PROBLEM DETAILS:
For each line in the records that contains "points", make a copy.

RECORDS FOR PROCESSING:

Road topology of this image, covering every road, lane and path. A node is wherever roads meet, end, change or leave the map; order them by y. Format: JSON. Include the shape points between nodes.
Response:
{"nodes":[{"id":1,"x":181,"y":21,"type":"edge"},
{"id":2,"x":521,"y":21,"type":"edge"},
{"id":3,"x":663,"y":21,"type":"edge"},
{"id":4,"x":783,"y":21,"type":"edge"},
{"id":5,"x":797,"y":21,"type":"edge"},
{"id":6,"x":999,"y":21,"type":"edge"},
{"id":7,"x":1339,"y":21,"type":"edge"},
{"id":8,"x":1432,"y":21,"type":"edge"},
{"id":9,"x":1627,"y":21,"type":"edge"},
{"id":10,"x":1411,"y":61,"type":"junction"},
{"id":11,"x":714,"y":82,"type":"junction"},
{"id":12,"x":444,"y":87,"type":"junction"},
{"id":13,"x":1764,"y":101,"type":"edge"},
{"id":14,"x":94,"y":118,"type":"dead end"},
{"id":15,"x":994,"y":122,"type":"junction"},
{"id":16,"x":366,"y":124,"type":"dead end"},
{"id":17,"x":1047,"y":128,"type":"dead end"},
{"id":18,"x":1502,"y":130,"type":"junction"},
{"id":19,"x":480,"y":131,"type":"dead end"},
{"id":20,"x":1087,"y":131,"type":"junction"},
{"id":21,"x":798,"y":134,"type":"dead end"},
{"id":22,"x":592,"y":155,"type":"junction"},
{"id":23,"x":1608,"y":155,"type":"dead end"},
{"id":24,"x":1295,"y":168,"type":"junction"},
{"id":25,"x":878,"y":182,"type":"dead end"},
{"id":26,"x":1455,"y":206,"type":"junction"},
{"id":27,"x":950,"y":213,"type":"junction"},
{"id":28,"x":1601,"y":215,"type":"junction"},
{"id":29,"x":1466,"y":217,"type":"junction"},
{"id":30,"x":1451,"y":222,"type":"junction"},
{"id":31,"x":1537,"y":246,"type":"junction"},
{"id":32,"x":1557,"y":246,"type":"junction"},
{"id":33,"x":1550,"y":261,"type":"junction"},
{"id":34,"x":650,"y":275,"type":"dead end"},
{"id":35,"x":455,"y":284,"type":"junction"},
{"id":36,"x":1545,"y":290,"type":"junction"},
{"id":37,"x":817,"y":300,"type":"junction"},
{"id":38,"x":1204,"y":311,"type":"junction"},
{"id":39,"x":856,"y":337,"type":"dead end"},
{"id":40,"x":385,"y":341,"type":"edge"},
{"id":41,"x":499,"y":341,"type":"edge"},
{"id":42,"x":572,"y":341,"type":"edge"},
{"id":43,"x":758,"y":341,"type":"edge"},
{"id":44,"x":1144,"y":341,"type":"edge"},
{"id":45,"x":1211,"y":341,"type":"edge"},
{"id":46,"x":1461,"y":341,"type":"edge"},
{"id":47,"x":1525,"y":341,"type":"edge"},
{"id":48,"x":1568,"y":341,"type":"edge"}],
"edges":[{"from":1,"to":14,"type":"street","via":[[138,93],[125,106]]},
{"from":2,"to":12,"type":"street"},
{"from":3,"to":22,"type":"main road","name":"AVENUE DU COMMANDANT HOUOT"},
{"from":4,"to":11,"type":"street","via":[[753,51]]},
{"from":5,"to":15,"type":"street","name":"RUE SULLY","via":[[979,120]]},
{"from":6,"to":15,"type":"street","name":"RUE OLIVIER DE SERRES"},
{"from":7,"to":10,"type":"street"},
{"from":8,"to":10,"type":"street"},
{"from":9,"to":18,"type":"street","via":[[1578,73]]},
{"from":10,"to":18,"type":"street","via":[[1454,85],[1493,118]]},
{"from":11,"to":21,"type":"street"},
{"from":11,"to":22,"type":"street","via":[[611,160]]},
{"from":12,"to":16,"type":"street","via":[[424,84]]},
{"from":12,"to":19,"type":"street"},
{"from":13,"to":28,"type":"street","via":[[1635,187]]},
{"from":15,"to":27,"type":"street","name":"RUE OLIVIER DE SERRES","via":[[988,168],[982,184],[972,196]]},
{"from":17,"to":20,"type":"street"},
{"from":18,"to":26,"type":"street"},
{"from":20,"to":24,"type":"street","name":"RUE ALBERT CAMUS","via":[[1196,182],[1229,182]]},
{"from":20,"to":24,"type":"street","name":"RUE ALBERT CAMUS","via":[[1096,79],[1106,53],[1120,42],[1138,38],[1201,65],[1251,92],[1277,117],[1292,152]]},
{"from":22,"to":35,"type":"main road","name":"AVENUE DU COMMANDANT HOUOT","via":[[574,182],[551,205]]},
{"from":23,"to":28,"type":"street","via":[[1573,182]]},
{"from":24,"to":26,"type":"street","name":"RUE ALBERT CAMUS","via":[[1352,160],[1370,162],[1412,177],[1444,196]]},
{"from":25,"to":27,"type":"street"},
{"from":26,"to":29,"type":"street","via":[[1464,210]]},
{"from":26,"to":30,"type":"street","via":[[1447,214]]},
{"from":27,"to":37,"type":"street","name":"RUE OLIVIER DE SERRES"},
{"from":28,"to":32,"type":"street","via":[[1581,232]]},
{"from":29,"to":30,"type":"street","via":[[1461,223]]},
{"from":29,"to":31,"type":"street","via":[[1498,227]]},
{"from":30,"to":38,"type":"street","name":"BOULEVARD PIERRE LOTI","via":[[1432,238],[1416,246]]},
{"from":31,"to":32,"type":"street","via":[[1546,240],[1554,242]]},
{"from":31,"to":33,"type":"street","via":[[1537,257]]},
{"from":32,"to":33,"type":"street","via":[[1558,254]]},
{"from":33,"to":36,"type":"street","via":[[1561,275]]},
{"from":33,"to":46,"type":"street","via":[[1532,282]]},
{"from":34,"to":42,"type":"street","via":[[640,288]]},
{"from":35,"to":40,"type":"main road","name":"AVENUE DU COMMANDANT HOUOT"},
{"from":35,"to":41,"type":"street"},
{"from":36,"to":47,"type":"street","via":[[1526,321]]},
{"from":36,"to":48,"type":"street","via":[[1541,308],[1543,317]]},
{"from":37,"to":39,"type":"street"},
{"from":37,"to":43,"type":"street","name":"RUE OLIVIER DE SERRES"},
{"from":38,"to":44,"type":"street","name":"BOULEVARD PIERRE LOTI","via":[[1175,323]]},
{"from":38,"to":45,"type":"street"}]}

---

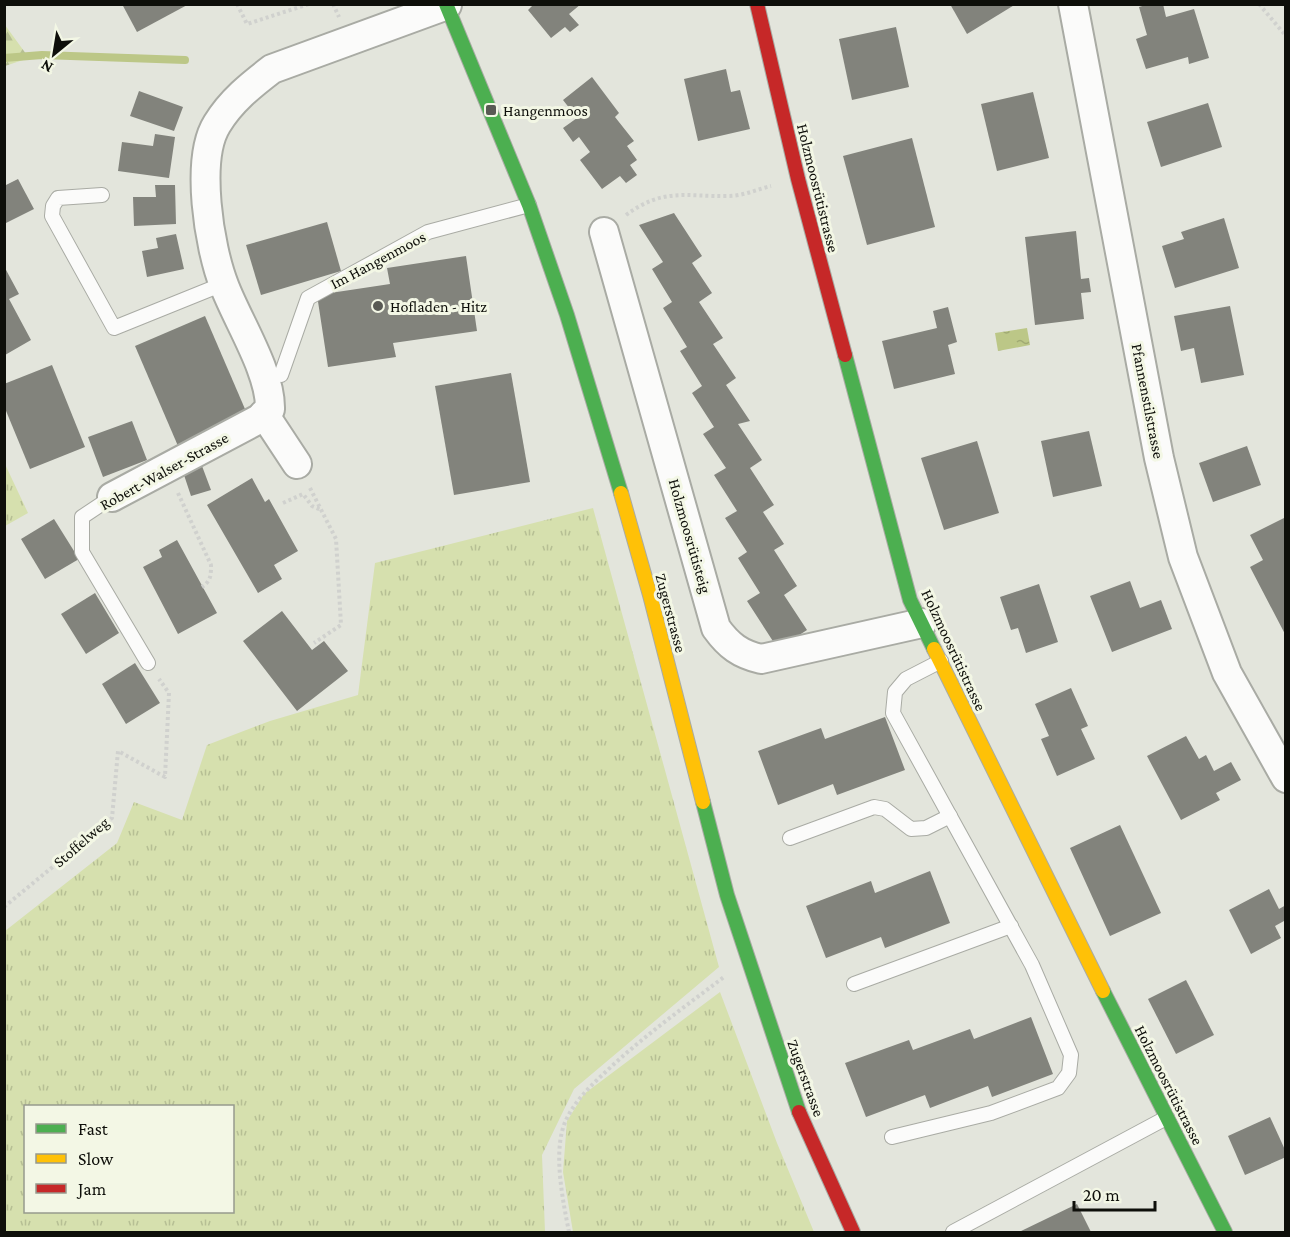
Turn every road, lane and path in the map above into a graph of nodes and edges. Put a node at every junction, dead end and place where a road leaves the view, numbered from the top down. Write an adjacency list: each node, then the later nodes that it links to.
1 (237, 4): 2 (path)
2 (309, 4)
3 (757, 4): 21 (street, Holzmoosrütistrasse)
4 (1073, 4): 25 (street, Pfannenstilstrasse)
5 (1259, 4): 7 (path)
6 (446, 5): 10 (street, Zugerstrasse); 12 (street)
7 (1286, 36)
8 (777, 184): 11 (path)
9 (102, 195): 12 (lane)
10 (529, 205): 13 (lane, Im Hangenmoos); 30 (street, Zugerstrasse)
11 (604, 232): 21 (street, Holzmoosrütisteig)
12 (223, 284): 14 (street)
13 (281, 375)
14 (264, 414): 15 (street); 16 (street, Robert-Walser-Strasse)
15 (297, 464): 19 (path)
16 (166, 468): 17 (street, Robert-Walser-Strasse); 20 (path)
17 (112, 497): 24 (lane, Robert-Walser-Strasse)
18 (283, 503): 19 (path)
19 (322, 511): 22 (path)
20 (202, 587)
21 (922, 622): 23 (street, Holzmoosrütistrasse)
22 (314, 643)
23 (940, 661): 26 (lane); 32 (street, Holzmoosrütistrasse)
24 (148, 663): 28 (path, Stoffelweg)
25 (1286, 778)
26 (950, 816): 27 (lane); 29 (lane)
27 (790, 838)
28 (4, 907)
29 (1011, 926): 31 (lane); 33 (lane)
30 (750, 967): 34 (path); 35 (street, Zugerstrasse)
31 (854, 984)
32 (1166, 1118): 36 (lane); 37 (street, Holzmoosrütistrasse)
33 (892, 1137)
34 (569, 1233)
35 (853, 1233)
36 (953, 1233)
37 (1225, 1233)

* * *

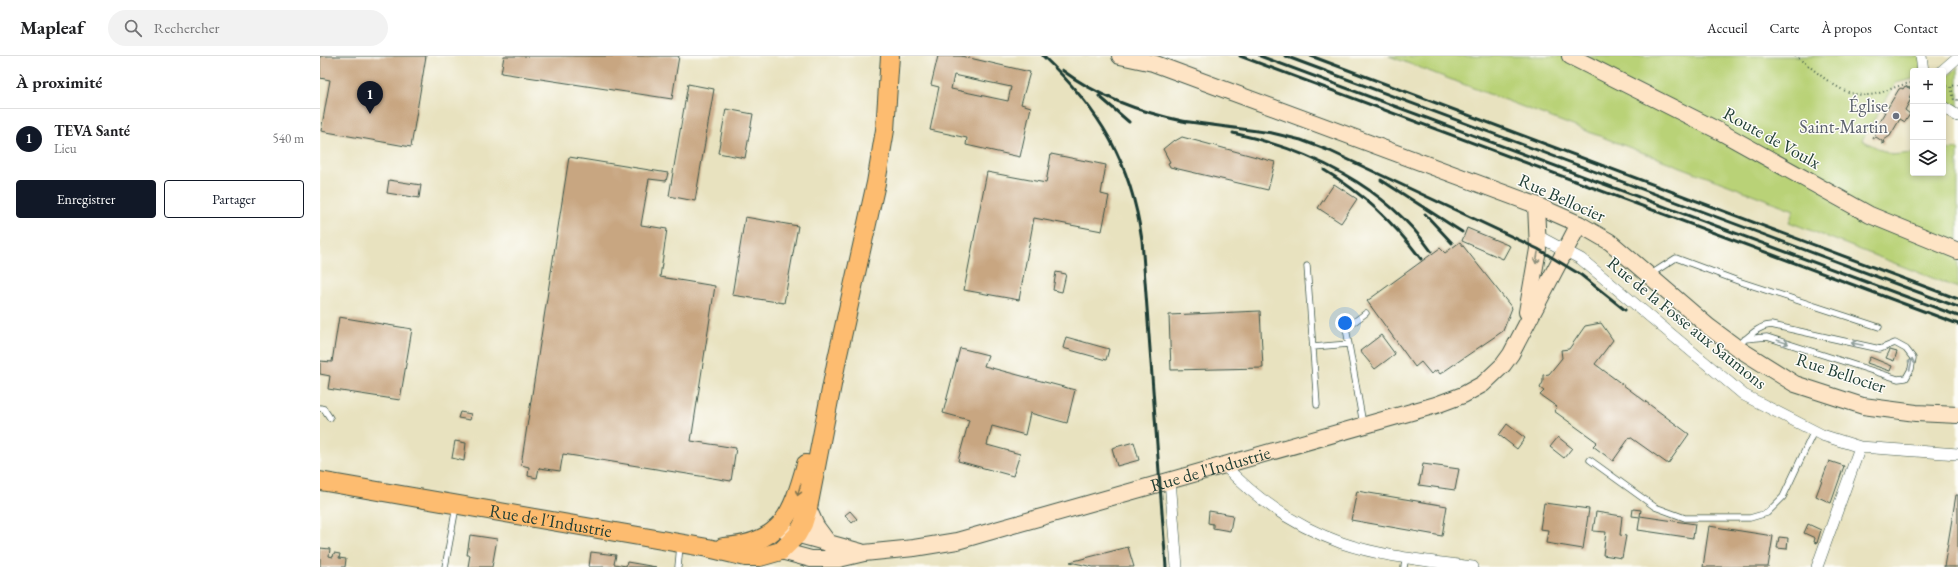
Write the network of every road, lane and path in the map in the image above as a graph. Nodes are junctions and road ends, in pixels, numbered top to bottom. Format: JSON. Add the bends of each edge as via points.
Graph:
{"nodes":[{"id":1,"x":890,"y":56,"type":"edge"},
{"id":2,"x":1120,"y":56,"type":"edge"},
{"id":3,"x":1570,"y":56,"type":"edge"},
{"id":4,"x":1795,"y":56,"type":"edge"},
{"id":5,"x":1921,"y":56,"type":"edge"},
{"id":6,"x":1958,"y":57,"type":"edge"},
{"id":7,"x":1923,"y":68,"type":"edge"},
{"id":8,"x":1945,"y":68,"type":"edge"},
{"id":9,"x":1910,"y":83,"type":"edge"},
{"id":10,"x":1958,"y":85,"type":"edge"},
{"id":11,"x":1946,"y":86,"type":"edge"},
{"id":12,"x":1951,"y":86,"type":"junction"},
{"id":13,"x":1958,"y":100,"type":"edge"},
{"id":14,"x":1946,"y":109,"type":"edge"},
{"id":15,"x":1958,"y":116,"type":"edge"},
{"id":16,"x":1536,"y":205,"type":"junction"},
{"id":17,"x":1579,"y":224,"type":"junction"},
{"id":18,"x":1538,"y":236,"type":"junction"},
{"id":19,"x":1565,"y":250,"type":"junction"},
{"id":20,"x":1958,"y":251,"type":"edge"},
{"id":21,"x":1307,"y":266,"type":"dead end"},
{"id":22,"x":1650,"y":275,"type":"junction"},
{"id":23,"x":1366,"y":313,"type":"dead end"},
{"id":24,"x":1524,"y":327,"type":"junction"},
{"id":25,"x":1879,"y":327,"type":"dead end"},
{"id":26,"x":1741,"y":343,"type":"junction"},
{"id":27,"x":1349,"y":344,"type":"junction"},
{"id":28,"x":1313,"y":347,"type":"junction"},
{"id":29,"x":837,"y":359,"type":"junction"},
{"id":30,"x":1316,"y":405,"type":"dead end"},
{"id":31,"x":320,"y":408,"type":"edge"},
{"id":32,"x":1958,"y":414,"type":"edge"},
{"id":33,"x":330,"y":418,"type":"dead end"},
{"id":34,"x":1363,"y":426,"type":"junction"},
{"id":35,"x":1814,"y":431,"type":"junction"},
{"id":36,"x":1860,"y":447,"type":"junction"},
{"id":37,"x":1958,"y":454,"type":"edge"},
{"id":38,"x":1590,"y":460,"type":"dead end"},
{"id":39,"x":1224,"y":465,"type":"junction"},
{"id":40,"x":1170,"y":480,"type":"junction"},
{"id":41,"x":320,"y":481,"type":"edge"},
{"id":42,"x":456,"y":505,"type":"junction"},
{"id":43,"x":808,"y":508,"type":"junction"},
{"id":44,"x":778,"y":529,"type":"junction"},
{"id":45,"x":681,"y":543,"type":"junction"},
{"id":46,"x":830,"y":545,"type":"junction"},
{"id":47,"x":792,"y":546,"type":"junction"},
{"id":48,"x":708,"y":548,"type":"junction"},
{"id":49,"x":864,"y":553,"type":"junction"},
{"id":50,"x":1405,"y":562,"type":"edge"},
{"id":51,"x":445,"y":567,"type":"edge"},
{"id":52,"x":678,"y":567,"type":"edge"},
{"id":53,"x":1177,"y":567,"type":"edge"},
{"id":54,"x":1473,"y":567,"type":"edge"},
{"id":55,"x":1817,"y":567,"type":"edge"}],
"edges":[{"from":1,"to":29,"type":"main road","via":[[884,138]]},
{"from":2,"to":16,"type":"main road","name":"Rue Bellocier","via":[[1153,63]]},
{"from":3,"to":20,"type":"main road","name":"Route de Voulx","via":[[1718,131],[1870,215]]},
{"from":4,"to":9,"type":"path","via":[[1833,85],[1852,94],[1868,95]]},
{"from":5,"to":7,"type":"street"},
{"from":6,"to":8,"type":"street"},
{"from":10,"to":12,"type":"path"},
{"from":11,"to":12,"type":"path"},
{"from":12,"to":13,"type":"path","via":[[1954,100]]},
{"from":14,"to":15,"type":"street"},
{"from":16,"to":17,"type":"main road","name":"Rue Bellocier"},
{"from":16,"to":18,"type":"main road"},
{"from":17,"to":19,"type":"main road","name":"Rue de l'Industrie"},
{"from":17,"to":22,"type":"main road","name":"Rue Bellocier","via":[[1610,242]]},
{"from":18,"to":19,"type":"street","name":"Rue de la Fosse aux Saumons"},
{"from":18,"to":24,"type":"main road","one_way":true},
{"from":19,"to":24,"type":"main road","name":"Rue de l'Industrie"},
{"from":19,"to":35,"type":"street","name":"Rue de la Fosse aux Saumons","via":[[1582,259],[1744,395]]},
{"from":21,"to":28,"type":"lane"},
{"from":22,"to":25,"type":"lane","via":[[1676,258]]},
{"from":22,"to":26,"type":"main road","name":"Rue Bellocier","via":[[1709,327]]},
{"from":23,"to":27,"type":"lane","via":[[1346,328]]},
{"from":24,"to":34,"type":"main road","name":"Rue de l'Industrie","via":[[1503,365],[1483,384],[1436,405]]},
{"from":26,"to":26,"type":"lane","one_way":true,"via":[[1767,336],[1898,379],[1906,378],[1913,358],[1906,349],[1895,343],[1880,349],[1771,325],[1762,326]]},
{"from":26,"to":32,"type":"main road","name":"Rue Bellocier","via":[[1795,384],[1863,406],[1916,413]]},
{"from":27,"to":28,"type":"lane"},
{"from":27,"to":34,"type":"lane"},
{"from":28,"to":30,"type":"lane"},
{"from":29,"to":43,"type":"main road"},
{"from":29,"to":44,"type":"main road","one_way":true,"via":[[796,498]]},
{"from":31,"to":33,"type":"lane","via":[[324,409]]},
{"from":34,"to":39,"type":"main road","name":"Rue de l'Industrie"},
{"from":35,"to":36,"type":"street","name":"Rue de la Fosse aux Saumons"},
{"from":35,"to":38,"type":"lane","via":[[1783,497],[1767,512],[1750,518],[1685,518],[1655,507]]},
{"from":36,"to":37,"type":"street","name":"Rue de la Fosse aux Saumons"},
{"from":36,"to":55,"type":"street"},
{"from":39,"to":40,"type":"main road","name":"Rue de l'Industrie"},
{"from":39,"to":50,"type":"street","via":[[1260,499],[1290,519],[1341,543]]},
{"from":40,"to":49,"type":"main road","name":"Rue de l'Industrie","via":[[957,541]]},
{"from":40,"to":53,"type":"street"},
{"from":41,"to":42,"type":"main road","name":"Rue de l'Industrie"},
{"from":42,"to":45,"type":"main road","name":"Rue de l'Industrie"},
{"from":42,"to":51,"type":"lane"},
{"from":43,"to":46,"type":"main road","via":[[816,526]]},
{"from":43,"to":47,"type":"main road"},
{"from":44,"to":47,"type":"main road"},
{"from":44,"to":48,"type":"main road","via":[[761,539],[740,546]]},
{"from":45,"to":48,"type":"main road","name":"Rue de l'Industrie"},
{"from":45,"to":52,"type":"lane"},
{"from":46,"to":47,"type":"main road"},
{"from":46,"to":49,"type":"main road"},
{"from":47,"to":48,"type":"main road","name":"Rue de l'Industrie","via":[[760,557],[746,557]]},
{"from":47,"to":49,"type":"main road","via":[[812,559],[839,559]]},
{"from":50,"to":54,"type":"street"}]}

RESULT:
Road topology of this image, covering every road, lane and path. A node is wherever roads meet, end, change or leave the map; order them by y. Format: JSON. Include the shape points between nodes.
Write the network of every road, lane and path in the map in the image above as a graph. Nodes are junctions and road ends, in pixels, numbered top to bottom. Format: JSON. Add the bends of each edge as via points.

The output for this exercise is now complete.